Where a line holds the word "dead", copy it from the records.

> **Material shown**:
== Segment start ==
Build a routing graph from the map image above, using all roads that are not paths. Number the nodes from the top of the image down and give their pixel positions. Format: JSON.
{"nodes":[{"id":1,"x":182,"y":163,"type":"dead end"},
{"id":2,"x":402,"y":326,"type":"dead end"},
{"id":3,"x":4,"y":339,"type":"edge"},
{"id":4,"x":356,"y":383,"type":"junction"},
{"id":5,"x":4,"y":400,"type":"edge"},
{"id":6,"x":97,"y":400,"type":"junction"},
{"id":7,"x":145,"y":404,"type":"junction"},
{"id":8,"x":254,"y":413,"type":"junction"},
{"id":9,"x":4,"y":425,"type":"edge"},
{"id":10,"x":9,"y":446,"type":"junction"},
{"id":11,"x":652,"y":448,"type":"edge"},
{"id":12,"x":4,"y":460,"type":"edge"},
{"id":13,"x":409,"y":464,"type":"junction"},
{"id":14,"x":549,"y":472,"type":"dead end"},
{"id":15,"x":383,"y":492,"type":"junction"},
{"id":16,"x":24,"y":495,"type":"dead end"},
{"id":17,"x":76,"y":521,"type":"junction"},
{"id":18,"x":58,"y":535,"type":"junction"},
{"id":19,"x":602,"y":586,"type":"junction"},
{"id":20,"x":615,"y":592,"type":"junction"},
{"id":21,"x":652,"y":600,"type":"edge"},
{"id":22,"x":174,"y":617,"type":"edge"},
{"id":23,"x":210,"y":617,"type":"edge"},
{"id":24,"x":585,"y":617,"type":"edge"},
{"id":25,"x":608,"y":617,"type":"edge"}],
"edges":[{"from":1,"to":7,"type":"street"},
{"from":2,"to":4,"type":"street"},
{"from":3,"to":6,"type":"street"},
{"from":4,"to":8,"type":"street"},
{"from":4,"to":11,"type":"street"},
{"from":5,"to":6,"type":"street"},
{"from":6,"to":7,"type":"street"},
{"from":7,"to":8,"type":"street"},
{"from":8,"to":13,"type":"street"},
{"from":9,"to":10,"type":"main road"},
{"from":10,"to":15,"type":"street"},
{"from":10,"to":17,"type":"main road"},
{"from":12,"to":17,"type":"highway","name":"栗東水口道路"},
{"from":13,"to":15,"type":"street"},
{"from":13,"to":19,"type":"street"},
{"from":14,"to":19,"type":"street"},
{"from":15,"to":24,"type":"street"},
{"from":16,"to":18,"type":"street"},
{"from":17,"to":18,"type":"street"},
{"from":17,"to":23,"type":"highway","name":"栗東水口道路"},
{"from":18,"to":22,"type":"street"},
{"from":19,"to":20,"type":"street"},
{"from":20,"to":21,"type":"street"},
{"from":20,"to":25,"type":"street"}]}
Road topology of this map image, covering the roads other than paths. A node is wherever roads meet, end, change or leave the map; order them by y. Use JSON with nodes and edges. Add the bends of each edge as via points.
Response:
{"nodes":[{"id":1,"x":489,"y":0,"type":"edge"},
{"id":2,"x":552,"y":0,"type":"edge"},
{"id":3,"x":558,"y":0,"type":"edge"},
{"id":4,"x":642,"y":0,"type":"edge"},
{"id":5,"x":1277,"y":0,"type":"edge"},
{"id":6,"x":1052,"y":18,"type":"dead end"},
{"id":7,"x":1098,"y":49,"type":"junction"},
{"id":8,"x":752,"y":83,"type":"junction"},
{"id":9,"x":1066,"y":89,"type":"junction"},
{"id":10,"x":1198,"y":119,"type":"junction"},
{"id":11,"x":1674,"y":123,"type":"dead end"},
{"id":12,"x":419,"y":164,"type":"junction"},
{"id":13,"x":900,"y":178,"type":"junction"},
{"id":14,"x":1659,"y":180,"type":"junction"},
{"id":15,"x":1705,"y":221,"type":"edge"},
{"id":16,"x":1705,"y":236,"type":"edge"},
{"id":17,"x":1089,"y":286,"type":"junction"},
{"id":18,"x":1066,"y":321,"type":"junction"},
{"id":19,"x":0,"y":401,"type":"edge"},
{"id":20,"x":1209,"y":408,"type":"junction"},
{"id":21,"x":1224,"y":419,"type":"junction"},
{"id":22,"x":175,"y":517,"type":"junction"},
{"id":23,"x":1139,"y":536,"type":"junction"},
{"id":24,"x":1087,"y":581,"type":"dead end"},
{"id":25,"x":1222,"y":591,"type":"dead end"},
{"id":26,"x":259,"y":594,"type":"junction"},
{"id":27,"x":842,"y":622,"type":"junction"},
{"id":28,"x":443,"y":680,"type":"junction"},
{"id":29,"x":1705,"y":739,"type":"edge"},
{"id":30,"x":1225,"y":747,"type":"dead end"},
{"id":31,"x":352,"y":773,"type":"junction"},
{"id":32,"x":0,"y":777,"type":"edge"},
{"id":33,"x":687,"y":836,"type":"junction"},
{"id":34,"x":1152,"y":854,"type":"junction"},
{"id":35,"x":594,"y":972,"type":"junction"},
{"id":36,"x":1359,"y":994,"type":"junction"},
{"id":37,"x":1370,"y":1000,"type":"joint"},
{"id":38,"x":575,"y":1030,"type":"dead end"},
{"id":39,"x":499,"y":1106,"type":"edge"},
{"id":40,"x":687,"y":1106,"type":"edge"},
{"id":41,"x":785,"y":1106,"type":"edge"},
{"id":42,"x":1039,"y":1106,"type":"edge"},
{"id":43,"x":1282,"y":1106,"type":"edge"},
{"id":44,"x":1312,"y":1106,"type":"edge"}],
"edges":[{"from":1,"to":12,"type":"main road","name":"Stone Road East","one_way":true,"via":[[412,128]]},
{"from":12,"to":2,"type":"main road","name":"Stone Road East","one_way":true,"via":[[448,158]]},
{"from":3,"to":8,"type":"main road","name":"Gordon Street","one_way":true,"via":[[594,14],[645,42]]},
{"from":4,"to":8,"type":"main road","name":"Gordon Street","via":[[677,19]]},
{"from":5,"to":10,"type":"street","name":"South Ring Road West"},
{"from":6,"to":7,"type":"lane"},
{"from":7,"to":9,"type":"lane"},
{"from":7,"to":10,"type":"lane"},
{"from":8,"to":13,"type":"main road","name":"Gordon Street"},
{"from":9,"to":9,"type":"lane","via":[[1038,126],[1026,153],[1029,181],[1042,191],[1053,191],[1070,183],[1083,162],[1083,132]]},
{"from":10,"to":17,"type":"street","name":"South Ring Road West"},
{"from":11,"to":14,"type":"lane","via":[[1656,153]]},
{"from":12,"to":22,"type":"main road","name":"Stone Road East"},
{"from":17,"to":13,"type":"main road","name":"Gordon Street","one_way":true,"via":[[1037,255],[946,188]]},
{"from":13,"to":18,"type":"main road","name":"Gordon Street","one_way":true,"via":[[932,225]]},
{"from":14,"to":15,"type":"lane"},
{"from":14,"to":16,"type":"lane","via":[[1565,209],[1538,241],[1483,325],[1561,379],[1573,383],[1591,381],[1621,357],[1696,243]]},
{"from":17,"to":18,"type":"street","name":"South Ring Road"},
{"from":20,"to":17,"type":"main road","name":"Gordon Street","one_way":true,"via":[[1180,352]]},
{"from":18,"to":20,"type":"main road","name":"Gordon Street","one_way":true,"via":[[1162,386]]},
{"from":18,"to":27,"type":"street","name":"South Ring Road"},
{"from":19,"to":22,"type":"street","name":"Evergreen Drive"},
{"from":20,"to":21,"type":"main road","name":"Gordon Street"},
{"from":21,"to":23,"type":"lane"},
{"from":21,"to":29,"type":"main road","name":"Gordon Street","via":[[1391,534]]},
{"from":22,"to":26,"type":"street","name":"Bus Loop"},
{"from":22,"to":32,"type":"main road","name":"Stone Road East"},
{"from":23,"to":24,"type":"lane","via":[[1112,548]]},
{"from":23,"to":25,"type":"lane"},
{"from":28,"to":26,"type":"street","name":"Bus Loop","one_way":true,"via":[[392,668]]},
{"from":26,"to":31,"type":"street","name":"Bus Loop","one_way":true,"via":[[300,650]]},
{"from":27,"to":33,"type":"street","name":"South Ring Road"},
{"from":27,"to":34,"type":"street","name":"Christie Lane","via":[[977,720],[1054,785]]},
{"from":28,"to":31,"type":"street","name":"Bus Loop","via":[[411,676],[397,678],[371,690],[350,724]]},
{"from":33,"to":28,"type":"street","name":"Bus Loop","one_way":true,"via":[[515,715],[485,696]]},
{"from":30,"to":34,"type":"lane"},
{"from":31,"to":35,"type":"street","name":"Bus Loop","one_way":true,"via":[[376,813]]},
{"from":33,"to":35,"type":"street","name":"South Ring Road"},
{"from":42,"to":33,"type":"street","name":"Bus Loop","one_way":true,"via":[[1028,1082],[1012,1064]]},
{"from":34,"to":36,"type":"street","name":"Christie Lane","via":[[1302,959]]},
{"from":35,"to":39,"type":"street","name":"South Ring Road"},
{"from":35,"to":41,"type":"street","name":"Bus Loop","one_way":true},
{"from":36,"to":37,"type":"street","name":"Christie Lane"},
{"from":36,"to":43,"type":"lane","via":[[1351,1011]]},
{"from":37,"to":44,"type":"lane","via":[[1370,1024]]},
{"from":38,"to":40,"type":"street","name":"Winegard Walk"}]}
== Segment end ==
> **Output for this exercise**:
{"nodes":[{"id":1,"x":182,"y":163,"type":"dead end"},
{"id":2,"x":402,"y":326,"type":"dead end"},
{"id":14,"x":549,"y":472,"type":"dead end"},
{"id":16,"x":24,"y":495,"type":"dead end"},
{"id":6,"x":1052,"y":18,"type":"dead end"},
{"id":11,"x":1674,"y":123,"type":"dead end"},
{"id":24,"x":1087,"y":581,"type":"dead end"},
{"id":25,"x":1222,"y":591,"type":"dead end"},
{"id":30,"x":1225,"y":747,"type":"dead end"},
{"id":38,"x":575,"y":1030,"type":"dead end"},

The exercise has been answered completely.